DESCRIPTION OF THE TASK: Go through the lines below and tally those containing the string "hand". Respond with the number only.

INPUT:

——

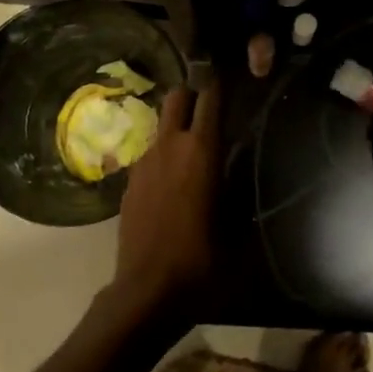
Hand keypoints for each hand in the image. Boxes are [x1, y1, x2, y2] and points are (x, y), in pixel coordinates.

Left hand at [112, 83, 221, 319]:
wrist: (147, 292)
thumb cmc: (202, 260)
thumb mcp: (236, 225)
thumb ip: (240, 187)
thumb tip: (244, 164)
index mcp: (201, 150)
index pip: (210, 97)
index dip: (220, 84)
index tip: (231, 79)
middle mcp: (169, 145)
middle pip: (178, 96)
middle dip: (193, 95)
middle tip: (210, 111)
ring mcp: (144, 161)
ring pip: (161, 124)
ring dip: (176, 126)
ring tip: (192, 148)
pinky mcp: (128, 180)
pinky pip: (149, 152)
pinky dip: (162, 154)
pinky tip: (172, 181)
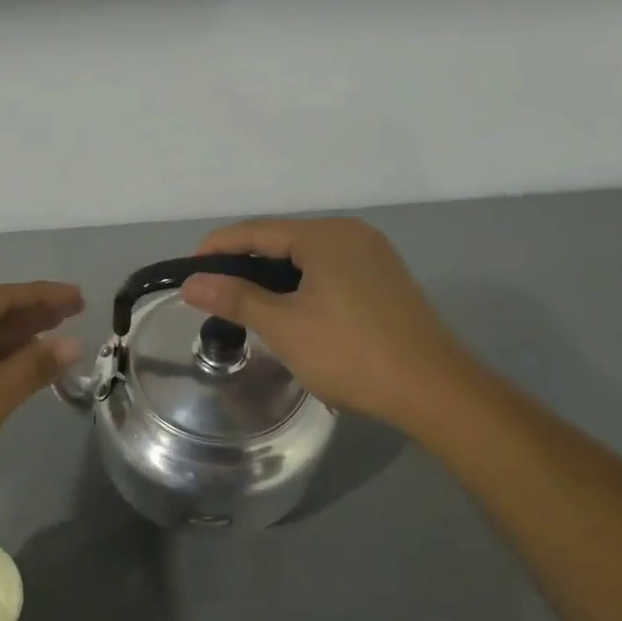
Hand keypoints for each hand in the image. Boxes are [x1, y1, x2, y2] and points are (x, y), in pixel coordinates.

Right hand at [179, 217, 469, 426]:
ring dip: (271, 277)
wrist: (432, 390)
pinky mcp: (384, 280)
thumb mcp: (284, 327)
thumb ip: (236, 298)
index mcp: (326, 236)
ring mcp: (373, 256)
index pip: (257, 230)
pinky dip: (300, 285)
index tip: (188, 271)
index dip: (218, 247)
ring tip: (243, 305)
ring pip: (306, 258)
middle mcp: (351, 234)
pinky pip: (328, 271)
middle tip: (212, 293)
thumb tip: (191, 283)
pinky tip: (288, 311)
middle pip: (282, 240)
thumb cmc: (351, 354)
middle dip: (243, 263)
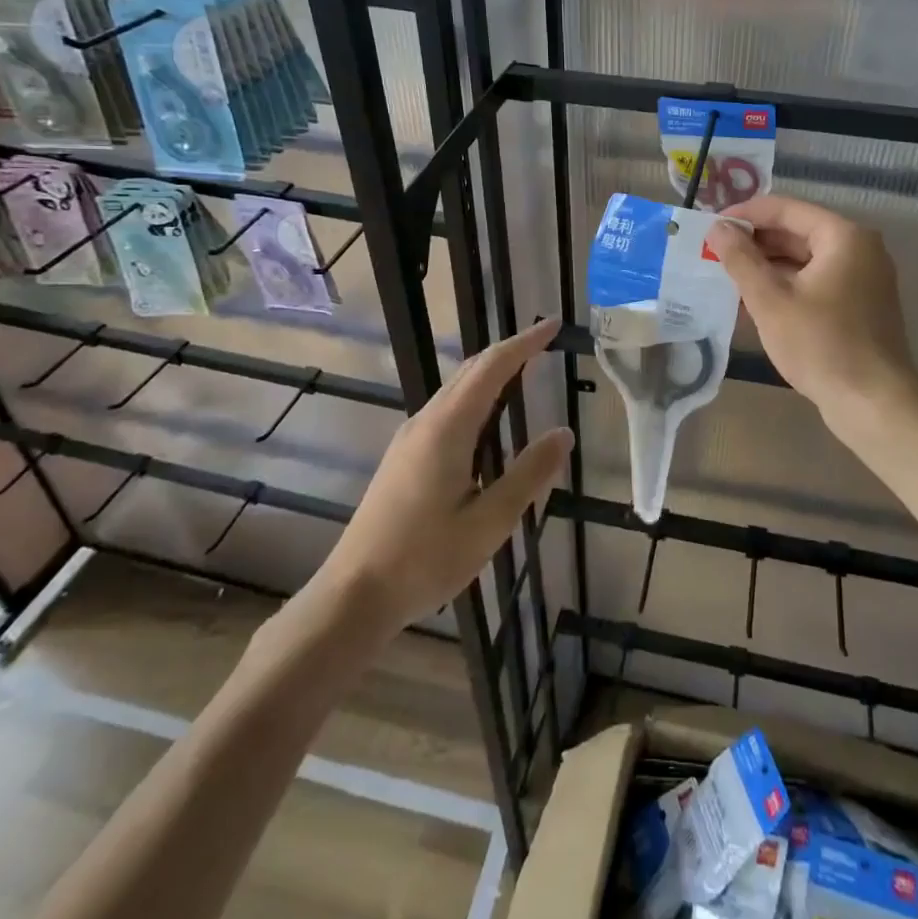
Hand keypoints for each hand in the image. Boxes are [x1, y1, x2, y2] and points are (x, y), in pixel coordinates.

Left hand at [307, 317, 572, 636]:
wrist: (353, 594)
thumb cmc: (425, 559)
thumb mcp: (489, 522)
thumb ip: (528, 474)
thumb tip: (564, 433)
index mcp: (448, 428)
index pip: (493, 367)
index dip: (525, 342)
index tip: (553, 324)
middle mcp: (426, 421)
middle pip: (471, 370)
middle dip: (510, 351)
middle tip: (546, 342)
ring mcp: (410, 438)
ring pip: (456, 389)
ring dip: (491, 373)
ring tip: (525, 373)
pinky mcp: (403, 457)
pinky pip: (447, 409)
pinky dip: (476, 397)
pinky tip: (488, 421)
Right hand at [707, 197, 917, 423]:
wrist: (873, 403)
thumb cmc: (821, 345)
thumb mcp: (770, 300)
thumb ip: (741, 259)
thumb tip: (717, 228)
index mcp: (843, 236)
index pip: (786, 209)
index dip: (745, 214)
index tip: (710, 225)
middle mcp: (859, 248)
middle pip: (798, 231)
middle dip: (755, 241)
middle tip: (713, 251)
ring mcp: (863, 277)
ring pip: (806, 258)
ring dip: (767, 264)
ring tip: (726, 273)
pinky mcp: (860, 304)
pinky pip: (816, 280)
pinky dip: (787, 284)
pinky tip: (754, 299)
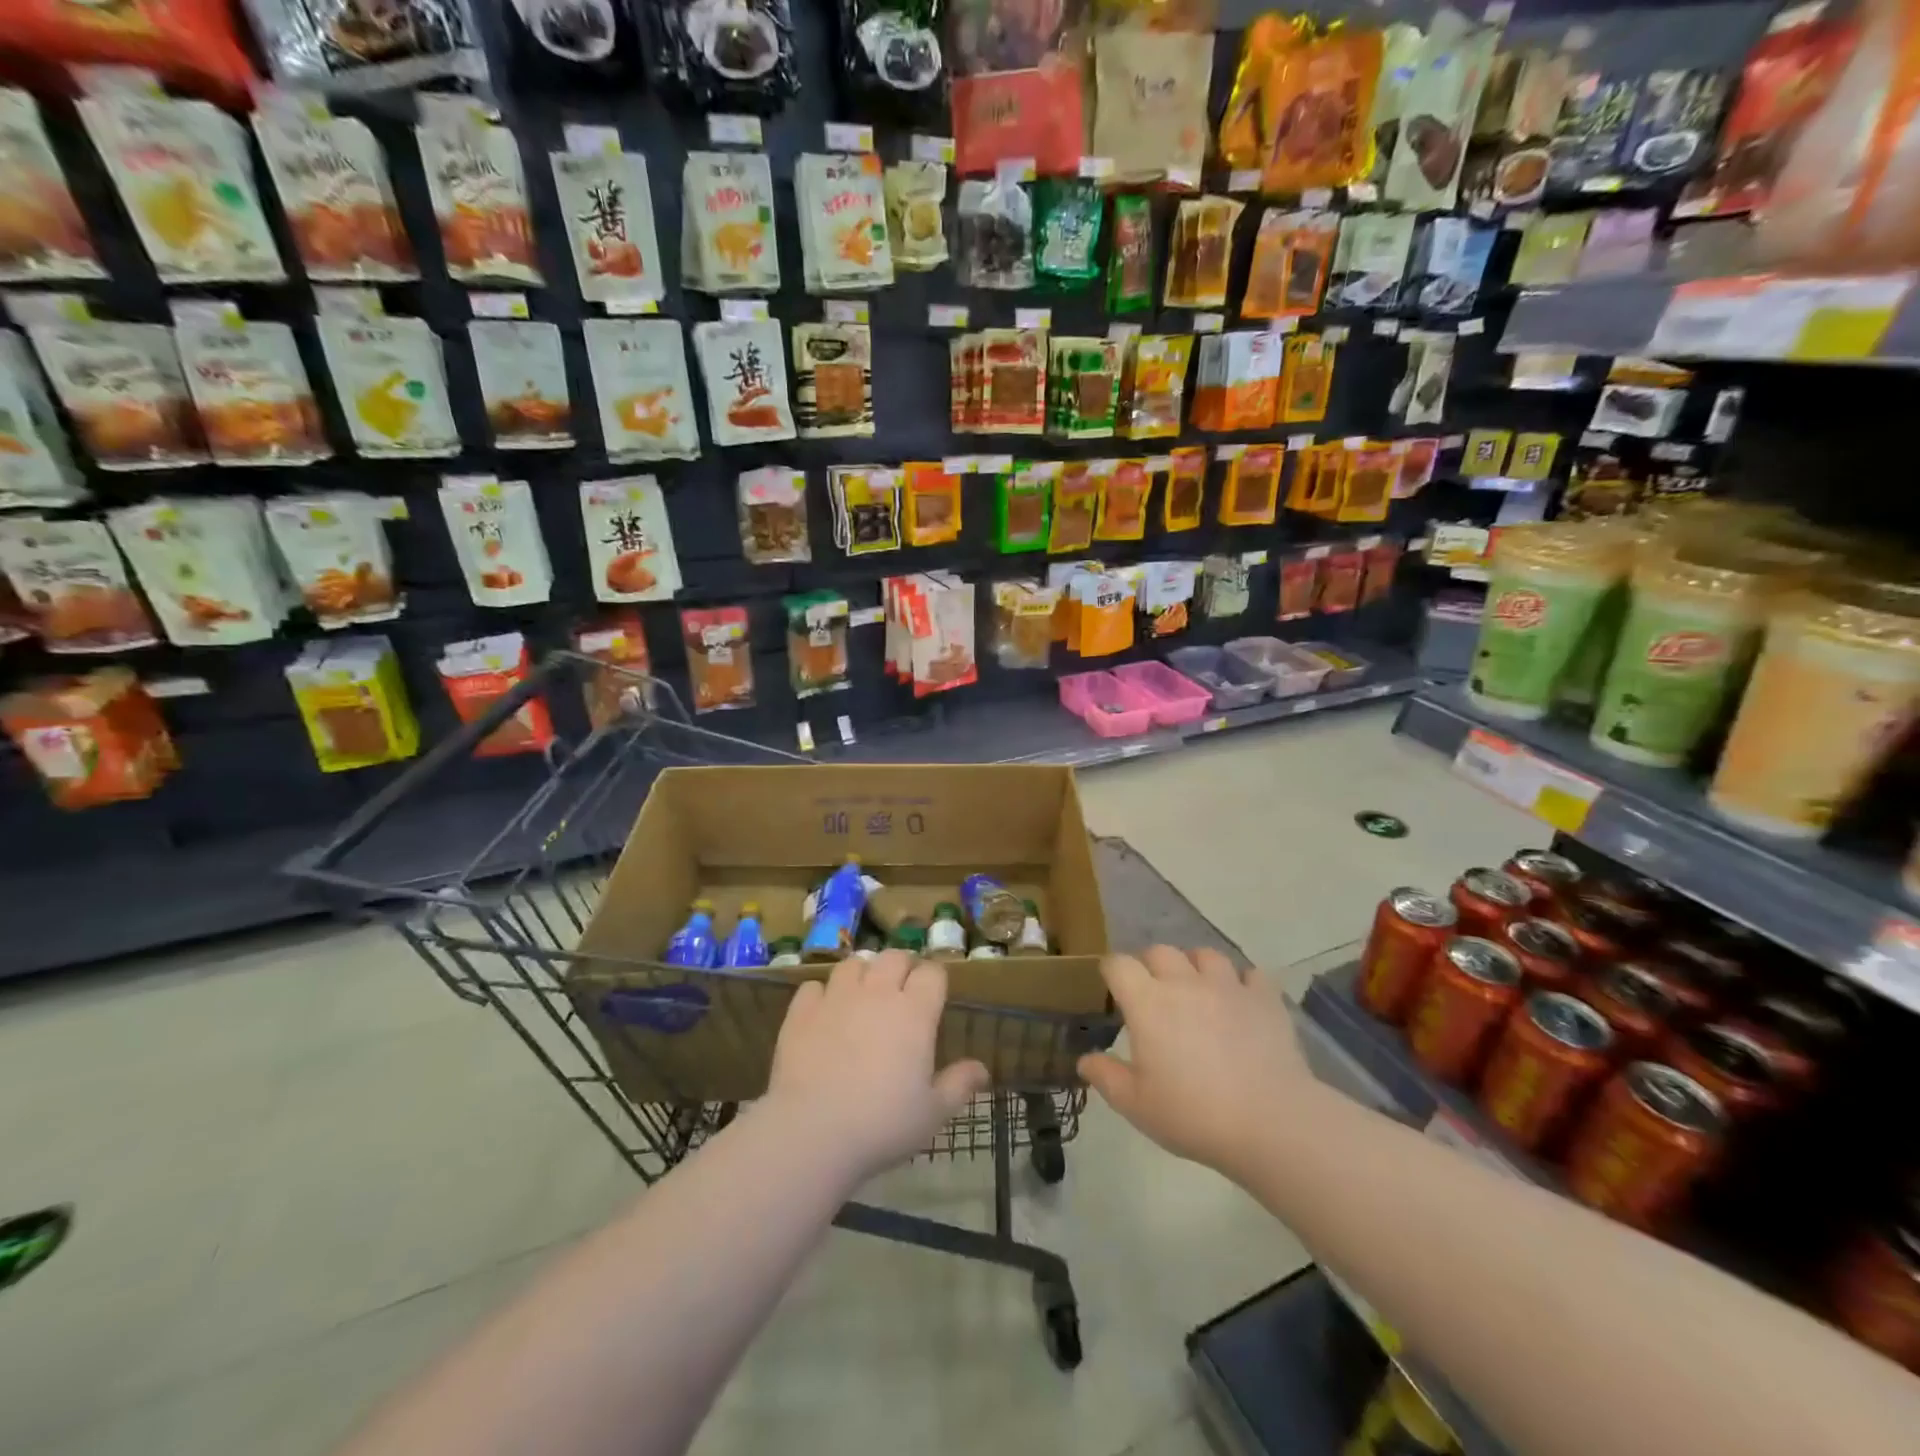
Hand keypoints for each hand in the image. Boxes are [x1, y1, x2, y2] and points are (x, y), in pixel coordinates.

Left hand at [766, 951, 989, 1182]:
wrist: (813, 1131)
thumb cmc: (883, 1124)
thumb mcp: (933, 1113)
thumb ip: (959, 1085)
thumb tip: (983, 1069)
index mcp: (915, 1012)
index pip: (932, 973)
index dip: (935, 980)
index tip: (934, 997)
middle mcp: (878, 993)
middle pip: (894, 957)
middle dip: (901, 967)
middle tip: (901, 992)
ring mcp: (837, 998)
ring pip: (853, 964)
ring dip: (862, 974)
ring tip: (862, 995)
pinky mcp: (801, 1012)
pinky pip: (813, 987)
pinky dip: (821, 995)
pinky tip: (823, 1013)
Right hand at [1079, 946, 1317, 1179]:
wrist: (1270, 1122)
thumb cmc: (1193, 1114)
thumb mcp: (1136, 1105)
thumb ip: (1106, 1077)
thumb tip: (1084, 1059)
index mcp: (1148, 1002)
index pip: (1118, 964)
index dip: (1111, 971)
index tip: (1112, 988)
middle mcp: (1184, 982)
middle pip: (1160, 951)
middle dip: (1150, 965)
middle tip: (1153, 994)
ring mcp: (1228, 986)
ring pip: (1205, 955)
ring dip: (1195, 967)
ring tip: (1197, 990)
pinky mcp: (1264, 998)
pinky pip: (1251, 974)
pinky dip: (1242, 983)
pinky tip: (1241, 1002)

——

THE ANSWER: 10